== DATA ==

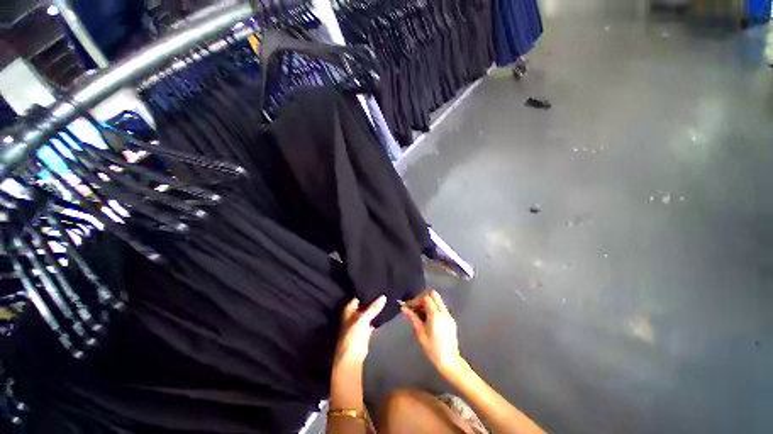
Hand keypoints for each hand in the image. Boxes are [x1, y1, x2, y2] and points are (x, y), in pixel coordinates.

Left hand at [333, 295, 386, 367]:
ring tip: (387, 297)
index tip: (378, 285)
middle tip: (385, 290)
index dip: (367, 291)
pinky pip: (373, 318)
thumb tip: (384, 296)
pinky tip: (386, 309)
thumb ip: (373, 308)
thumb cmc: (353, 335)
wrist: (352, 356)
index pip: (359, 296)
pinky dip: (378, 316)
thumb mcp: (363, 318)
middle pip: (365, 303)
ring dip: (376, 307)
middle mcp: (354, 313)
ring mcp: (360, 321)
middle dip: (373, 299)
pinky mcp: (366, 328)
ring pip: (370, 311)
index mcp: (349, 309)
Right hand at [401, 290, 464, 375]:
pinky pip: (441, 308)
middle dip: (423, 298)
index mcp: (436, 315)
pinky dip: (433, 308)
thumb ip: (413, 318)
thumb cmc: (432, 349)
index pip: (426, 298)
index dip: (417, 300)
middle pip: (433, 295)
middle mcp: (444, 312)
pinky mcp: (451, 320)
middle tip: (415, 307)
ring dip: (428, 303)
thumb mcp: (420, 333)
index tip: (410, 307)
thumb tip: (404, 308)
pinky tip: (427, 319)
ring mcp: (448, 315)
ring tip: (420, 314)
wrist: (450, 361)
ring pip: (438, 301)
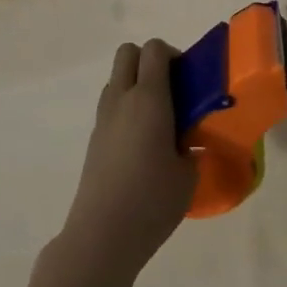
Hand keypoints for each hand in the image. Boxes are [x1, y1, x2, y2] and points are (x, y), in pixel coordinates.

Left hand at [58, 40, 196, 285]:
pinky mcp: (94, 140)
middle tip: (171, 90)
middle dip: (149, 61)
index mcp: (149, 98)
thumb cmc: (152, 201)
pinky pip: (111, 106)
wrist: (102, 237)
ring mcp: (103, 119)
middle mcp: (122, 99)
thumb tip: (189, 141)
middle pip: (128, 52)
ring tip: (157, 119)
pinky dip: (126, 110)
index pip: (155, 49)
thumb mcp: (188, 173)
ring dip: (135, 85)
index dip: (172, 54)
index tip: (188, 79)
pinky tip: (141, 144)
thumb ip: (192, 146)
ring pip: (117, 79)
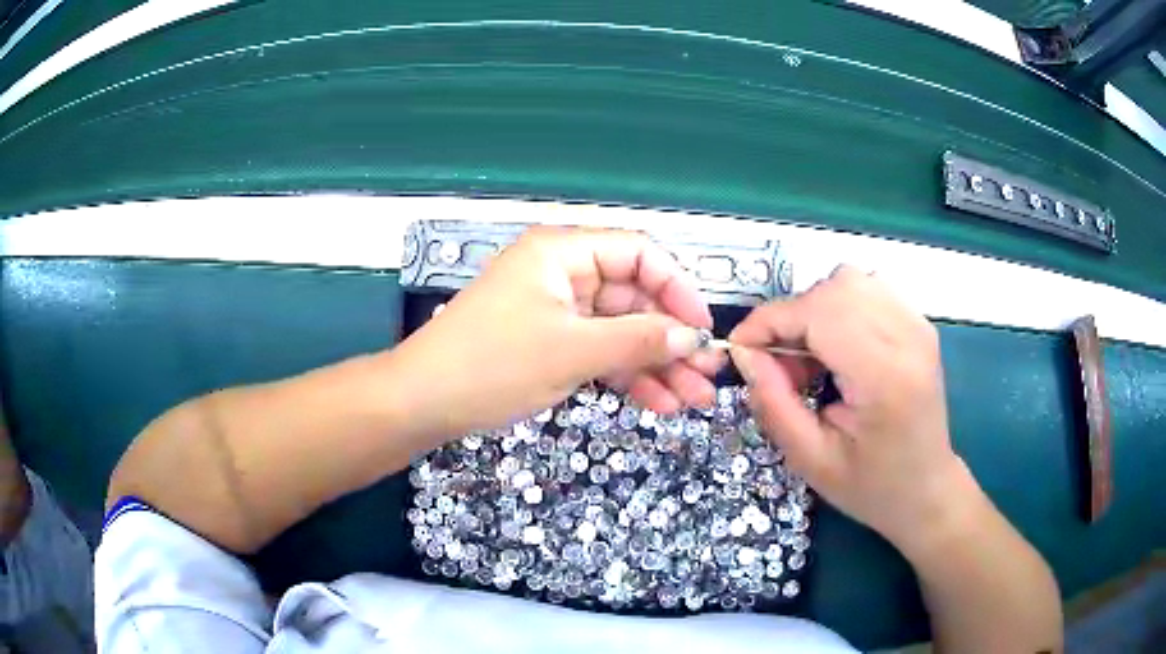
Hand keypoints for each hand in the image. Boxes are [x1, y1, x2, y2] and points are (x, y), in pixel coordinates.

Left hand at [392, 226, 724, 440]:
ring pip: (620, 330)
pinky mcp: (549, 342)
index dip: (677, 288)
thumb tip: (694, 337)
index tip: (702, 329)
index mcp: (563, 252)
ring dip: (656, 364)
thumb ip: (639, 339)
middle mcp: (563, 273)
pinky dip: (626, 375)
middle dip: (672, 339)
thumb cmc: (492, 365)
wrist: (422, 403)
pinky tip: (659, 403)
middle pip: (634, 297)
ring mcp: (556, 310)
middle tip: (708, 377)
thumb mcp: (572, 351)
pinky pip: (599, 351)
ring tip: (694, 401)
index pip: (639, 253)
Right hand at [729, 265, 966, 550]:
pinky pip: (868, 290)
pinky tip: (837, 349)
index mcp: (884, 377)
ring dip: (816, 310)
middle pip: (835, 288)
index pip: (820, 313)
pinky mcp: (919, 324)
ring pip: (851, 281)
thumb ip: (773, 403)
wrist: (926, 489)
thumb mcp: (810, 460)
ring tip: (811, 359)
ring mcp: (918, 325)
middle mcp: (908, 337)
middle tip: (781, 365)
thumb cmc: (871, 486)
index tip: (740, 347)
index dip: (770, 321)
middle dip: (792, 317)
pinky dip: (839, 309)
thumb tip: (743, 353)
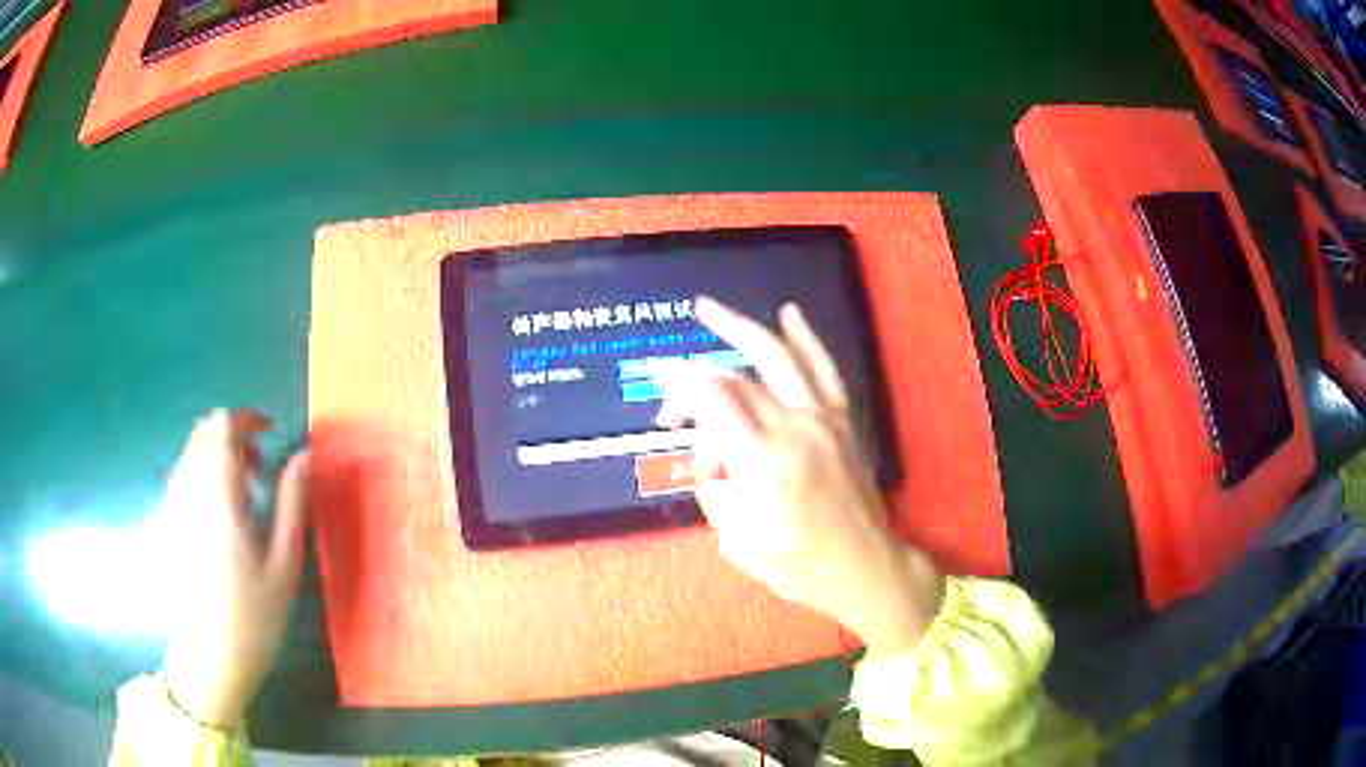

===

**WORK INSTRUCTION:** Write out the records in full and exactly, omitting the pictures they hold.

**REPLY:**
Hand keypoints for each hand in the image. Boxes are [x1, y1, x2, y2] and points are (x, y), in pixel coordinates.

Left hand at [333, 295, 386, 367]:
ring tip: (387, 297)
index tip: (378, 285)
middle tip: (385, 290)
index dip: (367, 291)
pinky pip: (373, 318)
thumb tip: (384, 296)
pinky tip: (386, 309)
thumb ip: (373, 308)
thumb cmc: (353, 335)
wrist: (352, 356)
index pip: (359, 296)
pinky dip: (378, 316)
thumb mcp: (363, 318)
middle pip: (365, 303)
ring dip: (376, 307)
middle mcp: (354, 313)
ring mcp: (360, 321)
middle dip: (373, 299)
pinky mcp: (366, 328)
ring pip: (370, 311)
index mcp: (349, 309)
Right hand at [401, 290, 464, 375]:
pinky pip: (441, 308)
middle dip: (423, 298)
index mcp: (436, 315)
pinky dip: (433, 308)
thumb ip: (413, 318)
thumb cmc: (432, 349)
index pip: (426, 298)
index dip: (417, 300)
middle pip: (433, 295)
middle mcp: (444, 312)
pinky mcp: (451, 320)
middle tip: (415, 307)
ring dip: (428, 303)
thumb mcp: (420, 333)
index tip: (410, 307)
thumb tip: (404, 308)
pinky tip: (427, 319)
ring mcp: (448, 315)
ring tip: (420, 314)
wrist: (450, 361)
ring pip: (438, 301)
Hand keypoints for each hand in the image. Boxes are [x1, y1, x2, y2] and points are (x, y), in pixel coordinates.

Left hand at [58, 40, 196, 285]:
pinky mcp: (94, 140)
middle tip: (171, 90)
middle dip: (149, 61)
index mcp: (149, 98)
thumb cmc: (152, 201)
pinky pip: (111, 106)
wrist: (102, 237)
ring mcp: (103, 119)
middle mcp: (122, 99)
thumb tip: (189, 141)
middle pip: (128, 52)
ring tip: (157, 119)
pinky dip: (126, 110)
index pip: (155, 49)
thumb mcp: (188, 173)
ring dip: (135, 85)
index dip: (172, 54)
index tip: (188, 79)
pinky tip: (141, 144)
thumb ip: (192, 146)
ring pip: (117, 79)
Hand keypoints for each hand in the image. Boxes are [x1, y1, x2, y2] and points are (x, y), in pixel coordinates.

Left hand at [392, 226, 724, 440]:
ring pip: (620, 330)
pinky mcp: (549, 342)
index dip: (677, 288)
thumb tip: (694, 337)
index tip: (702, 329)
index mcp: (563, 252)
ring dip: (656, 364)
thumb ip: (639, 339)
middle mcp: (563, 273)
pinky dip: (626, 375)
middle dip: (672, 339)
thumb cmc: (492, 365)
wrist: (422, 403)
pinky tip: (659, 403)
middle pip: (634, 297)
ring mcp: (556, 310)
middle tip: (708, 377)
thumb mcp: (572, 351)
pinky pip: (599, 351)
ring tip: (694, 401)
index pip: (639, 253)
Right hand at [729, 265, 966, 550]:
pinky pip: (868, 290)
pinky tip: (837, 349)
index mcp: (884, 377)
ring dip: (816, 310)
middle pip: (835, 288)
index pip: (820, 313)
pinky mcp: (919, 324)
ring pip: (851, 281)
thumb ip: (773, 403)
wrist: (926, 489)
thumb mcp: (810, 460)
ring tip: (811, 359)
ring mcp: (918, 325)
middle mcp: (908, 337)
middle tip: (781, 365)
thumb cmc: (871, 486)
index tip: (740, 347)
index dip: (770, 321)
middle dip: (792, 317)
pinky dip: (839, 309)
thumb tip: (743, 353)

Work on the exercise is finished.